------ Data to process

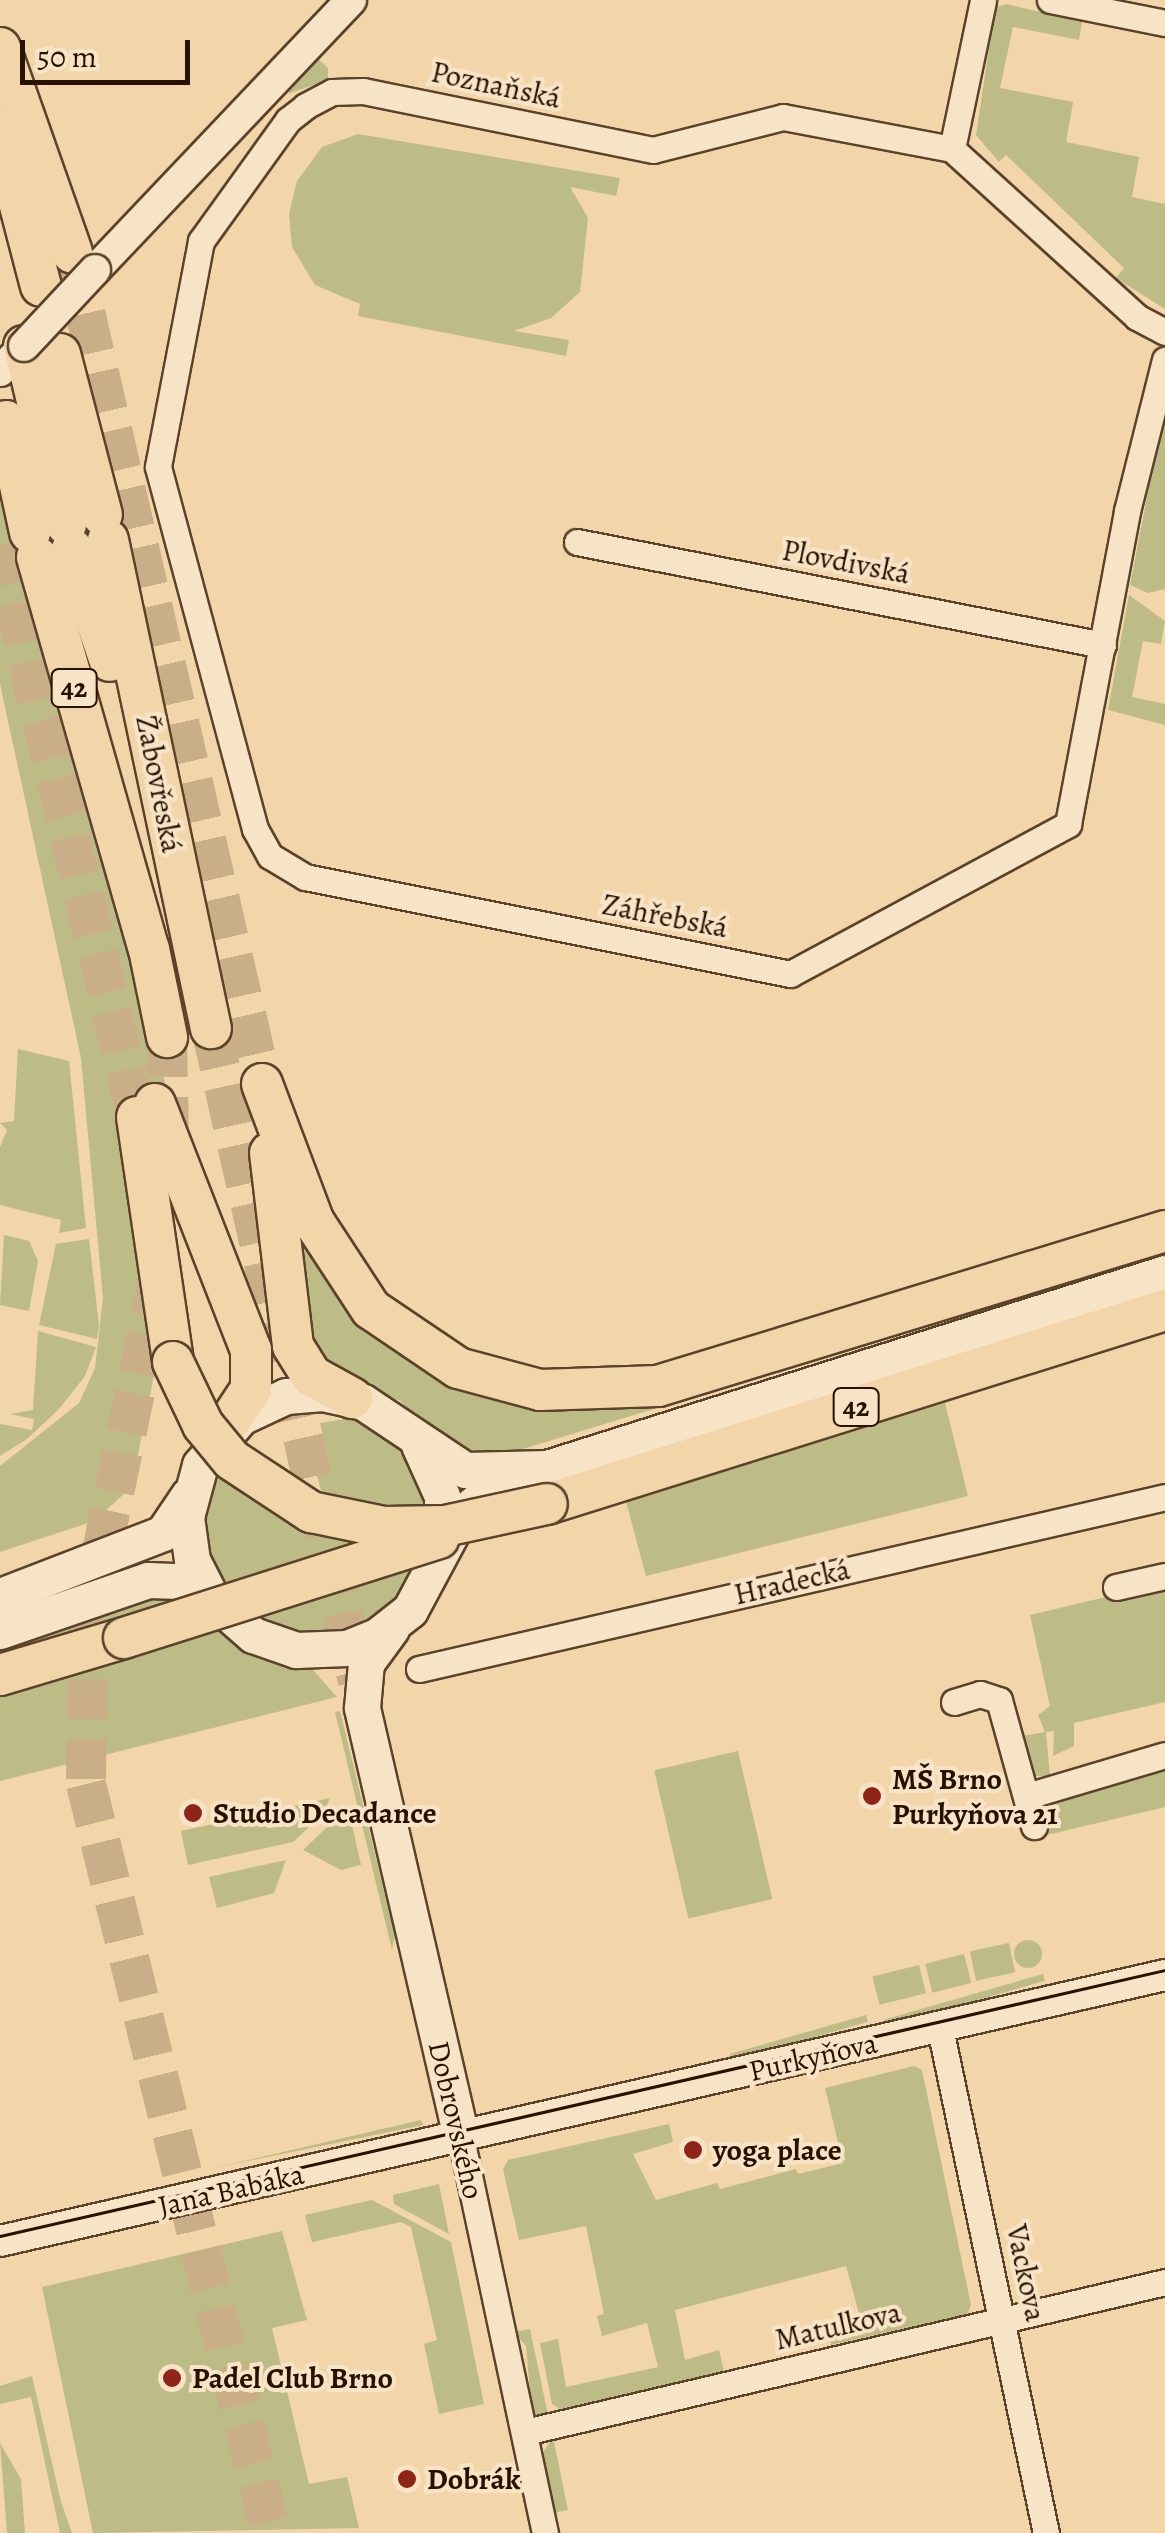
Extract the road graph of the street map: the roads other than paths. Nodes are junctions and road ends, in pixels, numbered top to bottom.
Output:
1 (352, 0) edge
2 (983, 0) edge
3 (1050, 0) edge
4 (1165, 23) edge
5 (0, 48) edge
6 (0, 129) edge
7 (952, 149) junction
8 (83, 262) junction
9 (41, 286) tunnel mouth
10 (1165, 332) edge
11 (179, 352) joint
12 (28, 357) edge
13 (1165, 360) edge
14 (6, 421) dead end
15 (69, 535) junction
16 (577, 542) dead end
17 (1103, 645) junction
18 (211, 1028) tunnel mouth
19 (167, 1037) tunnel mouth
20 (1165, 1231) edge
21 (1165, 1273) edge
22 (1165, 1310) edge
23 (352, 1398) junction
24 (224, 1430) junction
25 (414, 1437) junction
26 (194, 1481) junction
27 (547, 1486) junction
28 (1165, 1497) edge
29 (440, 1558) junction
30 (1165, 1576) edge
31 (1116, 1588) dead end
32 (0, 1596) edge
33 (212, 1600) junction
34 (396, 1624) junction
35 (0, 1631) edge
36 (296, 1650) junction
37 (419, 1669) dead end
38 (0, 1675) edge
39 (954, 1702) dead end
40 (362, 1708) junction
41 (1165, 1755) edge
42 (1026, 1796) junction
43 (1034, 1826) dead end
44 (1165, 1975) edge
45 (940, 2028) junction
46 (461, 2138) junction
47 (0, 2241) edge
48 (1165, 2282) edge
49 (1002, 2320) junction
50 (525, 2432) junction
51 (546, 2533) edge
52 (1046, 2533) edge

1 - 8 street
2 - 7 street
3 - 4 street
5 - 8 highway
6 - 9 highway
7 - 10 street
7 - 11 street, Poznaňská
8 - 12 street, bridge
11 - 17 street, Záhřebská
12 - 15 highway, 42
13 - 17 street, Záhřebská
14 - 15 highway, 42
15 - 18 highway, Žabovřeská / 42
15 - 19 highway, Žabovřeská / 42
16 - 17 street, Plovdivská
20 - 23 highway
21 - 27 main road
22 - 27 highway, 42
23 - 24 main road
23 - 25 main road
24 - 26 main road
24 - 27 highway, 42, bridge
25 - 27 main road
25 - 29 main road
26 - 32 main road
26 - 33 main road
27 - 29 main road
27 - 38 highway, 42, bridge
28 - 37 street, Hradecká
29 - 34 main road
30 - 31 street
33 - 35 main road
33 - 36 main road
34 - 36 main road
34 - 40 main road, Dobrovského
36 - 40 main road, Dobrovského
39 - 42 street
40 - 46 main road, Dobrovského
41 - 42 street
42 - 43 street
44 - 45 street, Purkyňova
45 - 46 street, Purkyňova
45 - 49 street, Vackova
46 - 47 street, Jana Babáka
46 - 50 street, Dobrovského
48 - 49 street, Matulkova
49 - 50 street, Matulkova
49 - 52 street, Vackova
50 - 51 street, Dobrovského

------------

**Directions for this task**
Write out the whole listing exactly as it appears, and omit the pictures.

**Solved problem**
Extract the road graph of the street map: the roads other than paths. Nodes are junctions and road ends, in pixels, numbered top to bottom.
Output:
1 (352, 0) edge
2 (983, 0) edge
3 (1050, 0) edge
4 (1165, 23) edge
5 (0, 48) edge
6 (0, 129) edge
7 (952, 149) junction
8 (83, 262) junction
9 (41, 286) tunnel mouth
10 (1165, 332) edge
11 (179, 352) joint
12 (28, 357) edge
13 (1165, 360) edge
14 (6, 421) dead end
15 (69, 535) junction
16 (577, 542) dead end
17 (1103, 645) junction
18 (211, 1028) tunnel mouth
19 (167, 1037) tunnel mouth
20 (1165, 1231) edge
21 (1165, 1273) edge
22 (1165, 1310) edge
23 (352, 1398) junction
24 (224, 1430) junction
25 (414, 1437) junction
26 (194, 1481) junction
27 (547, 1486) junction
28 (1165, 1497) edge
29 (440, 1558) junction
30 (1165, 1576) edge
31 (1116, 1588) dead end
32 (0, 1596) edge
33 (212, 1600) junction
34 (396, 1624) junction
35 (0, 1631) edge
36 (296, 1650) junction
37 (419, 1669) dead end
38 (0, 1675) edge
39 (954, 1702) dead end
40 (362, 1708) junction
41 (1165, 1755) edge
42 (1026, 1796) junction
43 (1034, 1826) dead end
44 (1165, 1975) edge
45 (940, 2028) junction
46 (461, 2138) junction
47 (0, 2241) edge
48 (1165, 2282) edge
49 (1002, 2320) junction
50 (525, 2432) junction
51 (546, 2533) edge
52 (1046, 2533) edge

1 - 8 street
2 - 7 street
3 - 4 street
5 - 8 highway
6 - 9 highway
7 - 10 street
7 - 11 street, Poznaňská
8 - 12 street, bridge
11 - 17 street, Záhřebská
12 - 15 highway, 42
13 - 17 street, Záhřebská
14 - 15 highway, 42
15 - 18 highway, Žabovřeská / 42
15 - 19 highway, Žabovřeská / 42
16 - 17 street, Plovdivská
20 - 23 highway
21 - 27 main road
22 - 27 highway, 42
23 - 24 main road
23 - 25 main road
24 - 26 main road
24 - 27 highway, 42, bridge
25 - 27 main road
25 - 29 main road
26 - 32 main road
26 - 33 main road
27 - 29 main road
27 - 38 highway, 42, bridge
28 - 37 street, Hradecká
29 - 34 main road
30 - 31 street
33 - 35 main road
33 - 36 main road
34 - 36 main road
34 - 40 main road, Dobrovského
36 - 40 main road, Dobrovského
39 - 42 street
40 - 46 main road, Dobrovského
41 - 42 street
42 - 43 street
44 - 45 street, Purkyňova
45 - 46 street, Purkyňova
45 - 49 street, Vackova
46 - 47 street, Jana Babáka
46 - 50 street, Dobrovského
48 - 49 street, Matulkova
49 - 50 street, Matulkova
49 - 52 street, Vackova
50 - 51 street, Dobrovského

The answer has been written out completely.